Opinion
478 WDA 2023 J-S41019-23
01-05-2024
NON-PRECEDENTIAL DECISION - SEE SUPERIOR COURT O.P. 65.37
Appeal from the Judgment of Sentence Entered March 23, 2023 In the Court of Common Pleas of Armstrong County Criminal Division at No(s): CP-03-CR-0000200-2022
BEFORE: PANELLA, P.J., OLSON, J., and STEVENS, P.J.E.
MEMORANDUM
OLSON, J.
Appellant, Brian K. Wright, appeals from the judgment of sentence entered on March 23, 2023 in the Criminal Division of the Court of Common Pleas of Armstrong County. We affirm.
The relevant procedural facts are straightforward. Appellant was charged with driving under the influence (DUI) in violation of 18 Pa.C.S.A. § 3802(a)(2) on or about January 25, 2022; thereafter, he pled guilty to that offense on November 2, 2022. Appellant had a prior DUI arrest from 2015 in Arizona that was resolved by a pretrial diversionary program substantially similar to Pennsylvania's Accelerated Rehabilitation Disposition program (ARD). On March 23, 2023, Appellant was sentenced to 5 days to 6 months imprisonment, which is the standard sentence for a Tier 1, second offense DUI. Appellant filed post-sentence motions which were denied by operation of law pursuant to Pa.R.Crim.P. 720(B)(3)(a). Appellant then filed an appeal with this Court.
On appeal, Appellant argues in his brief that the trial court violated due process, his right to a jury trial, and his right to equal protection under the law in treating his completion of a pretrial diversionary program in 2015 as a "prior conviction" pursuant to 75 Pa.C.S.A. § 3806 and in imposing enhanced penalties under 75 Pa.C.S.A. § 3804. See Appellant's Brief at 4-5. These contentions merit no relief.

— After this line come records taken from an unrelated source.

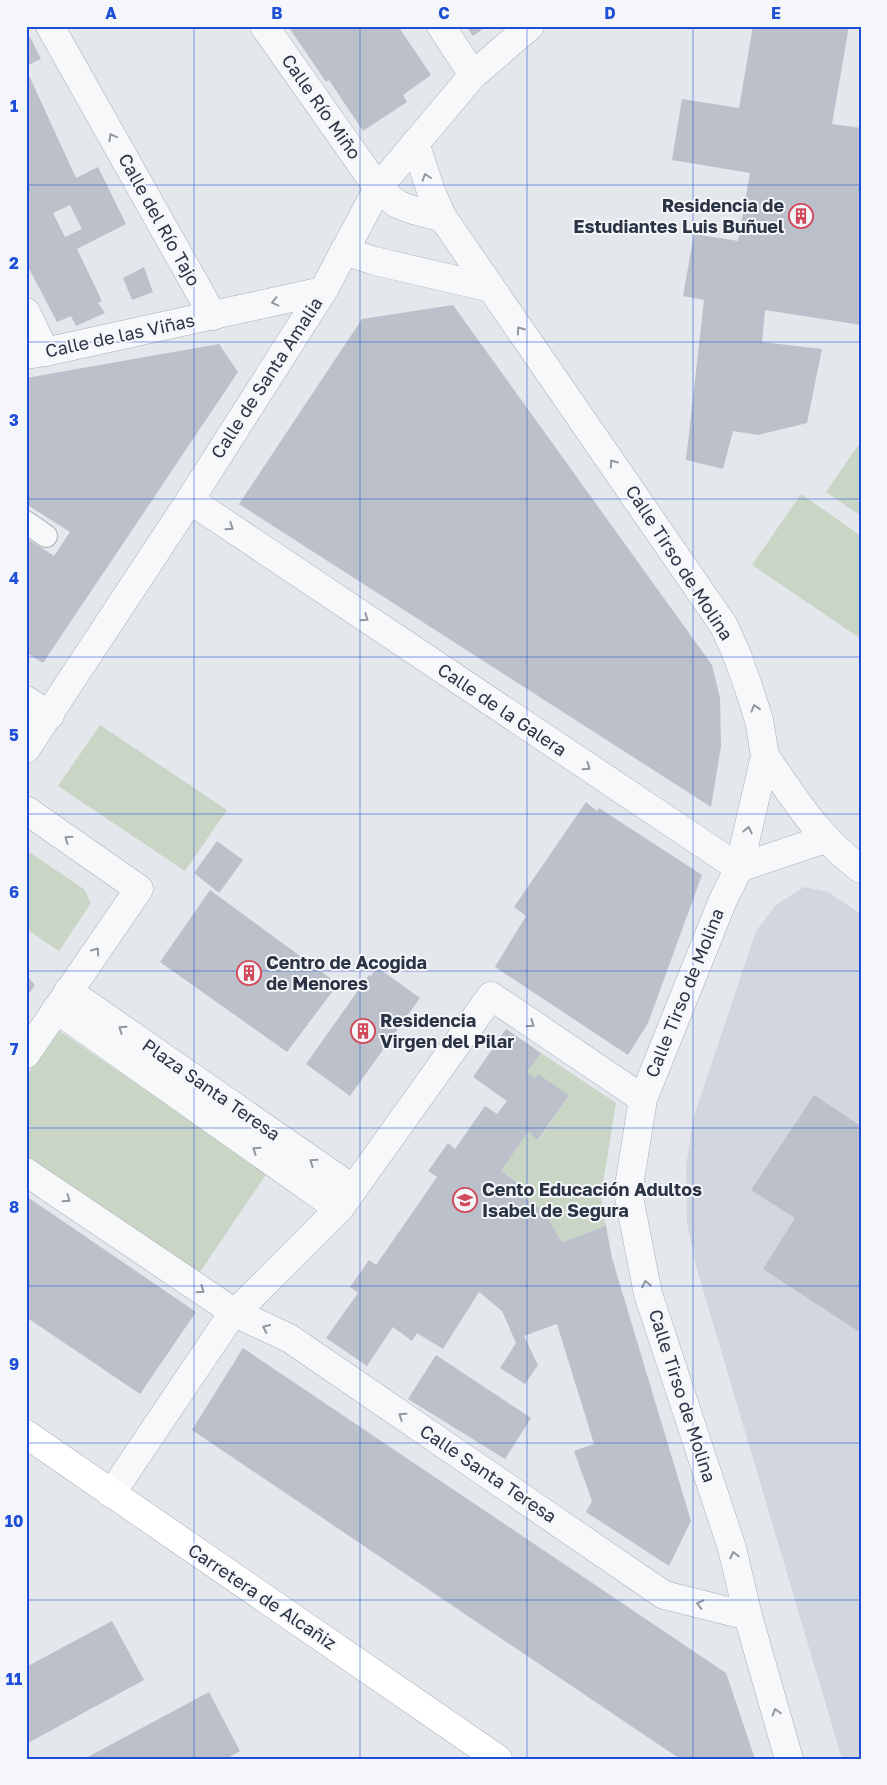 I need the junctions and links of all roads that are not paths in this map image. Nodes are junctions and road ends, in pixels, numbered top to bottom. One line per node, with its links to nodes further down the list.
1 (50, 26): 13 (street, Calle del Río Tajo, one-way to 1)
2 (264, 26): 7 (street, Calle Río Miño)
3 (441, 26): 5 (street)
4 (530, 26): 5 (street, Calle de Santa Amalia)
5 (473, 76): 6 (street, Calle de Santa Amalia)
6 (415, 142): 7 (street, Calle de Santa Amalia); 8 (street, Calle Tirso de Molina, one-way to 6)
7 (378, 188): 8 (street); 9 (street, Calle de Santa Amalia)
8 (443, 218): 10 (street, Calle Tirso de Molina)
9 (344, 251): 10 (street); 11 (street, Calle de Santa Amalia)
10 (491, 288): 21 (street, Calle Tirso de Molina, one-way to 10)
11 (323, 291): 13 (street, one-way to 13); 15 (street, Calle de Santa Amalia)
12 (26, 312): 14 (street)
13 (213, 316): 14 (street, Calle de las Viñas)
14 (36, 354)
15 (190, 500): 19 (street, Calle de Santa Amalia); 24 (street, Calle de la Galera, one-way to 24)
16 (26, 522): 17 (lane)
17 (46, 536)
18 (26, 700): 19 (street)
19 (50, 715): 20 (street, Calle de Santa Amalia)
20 (26, 749)
21 (765, 756): 23 (street); 24 (street, Calle Tirso de Molina, one-way to 21)
22 (26, 810): 26 (street, one-way to 22)
23 (825, 839): 24 (street); 25 (street)
24 (739, 868): 28 (street, Calle Tirso de Molina)
25 (861, 869)
26 (62, 1000): 27 (street); 30 (street, Plaza Santa Teresa, one-way to 26)
27 (26, 1054)
28 (643, 1099): 30 (street, one-way to 28); 34 (street, Calle Tirso de Molina, one-way to 28)
29 (26, 1172): 31 (street, one-way to 31)
30 (346, 1199): 31 (street)
31 (235, 1313): 33 (street); 34 (street, Calle Santa Teresa, one-way to 31)
32 (26, 1434): 33 (main road, Carretera de Alcañiz)
33 (111, 1494): 35 (main road, Carretera de Alcañiz)
34 (748, 1616): 36 (street, Calle Tirso de Molina, one-way to 34)
35 (498, 1759)
36 (790, 1759)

Appellant claims that his most recent DUI should have been treated as a first offense, as we held in Commonwealth v. Chichkin, 232 A.3d 959 (Pa. Super. 2020). In Chichkin, we said that a DUI that was resolved under an ARD program cannot be treated as a prior offense for sentencing purposes in a subsequent DUI because the prosecution had no burden to prove the supporting facts beyond a reasonable doubt. See Chichkin, 232 A.3d at 971.
Chichkin was subsequently overruled by an en banc panel of this Court in a pair of cases captioned as Commonwealth v. Moroz, 284 A.3d 227 (Pa. Super. 2022) (en banc) and Commonwealth v. Richards, 284 A.3d 214 (Pa. Super. 2022) (en banc). See Commonwealth v. Hummel, 295 A.3d 719, 721 (Pa. Super. 2023). Interpreting 18 Pa.C.S.A. § 3806, Moroz held that a DUI that was disposed of by participation in an ARD program can be considered a prior conviction for sentencing purposes in a subsequent DUI prosecution. See Moroz, 284 A.3d at 233. Moroz and Richards overruled Chichkin on October 4, 2022, defining - as of that date - the state of Pennsylvania law. Accordingly, the approach adopted in Moroz and Richards applied when Appellant entered his guilty plea and received his sentence. See Commonwealth v. Chesney, 196 A.3d 253, 257 (Pa. Super. 2018) (parties are entitled to benefit of changes in the law occurring before a judgment of sentence becomes final). Hence, the trial court correctly applied Moroz and Richards in this case.
Appellant's reliance upon the later decision of our Supreme Court in Commonwealth v. Verbeck, 290 A.3d 260 (Pa. 2023) is unavailing. Although Verbeck upheld the view we expressed in Chichkin, Verbeck represented a 3-3 split on the Supreme Court; thus, the decision only had the effect of affirming the Superior Court ruling then under review. It lacked precedential value as a majority announcement of the Supreme Court's position on the matter. Since Verbeck was a split decision of the Supreme Court and was not precedential, it did not overrule Moroz and Richards, and those cases remain binding law. See Commonwealth v. Shifflett, 2023 WL 3051454, at *5 (Pa. Super. 2023) ("Pursuant to Richards, supra, and Moroz, supra, which remain current and binding precedents in light of our Supreme Court's non-precedential determination in Verbeck, supra, the Commonwealth was permitted to introduce evidence of Shifflett's prior ARD-DUI at the time of sentencing to establish that his current DUI offense was a second offense."). The trial court correctly applied the prevailing case law in this matter. As a result, Appellant is not entitled to the relief he seeks.
Judgment of sentence affirmed.
Former Justice specially assigned to the Superior Court.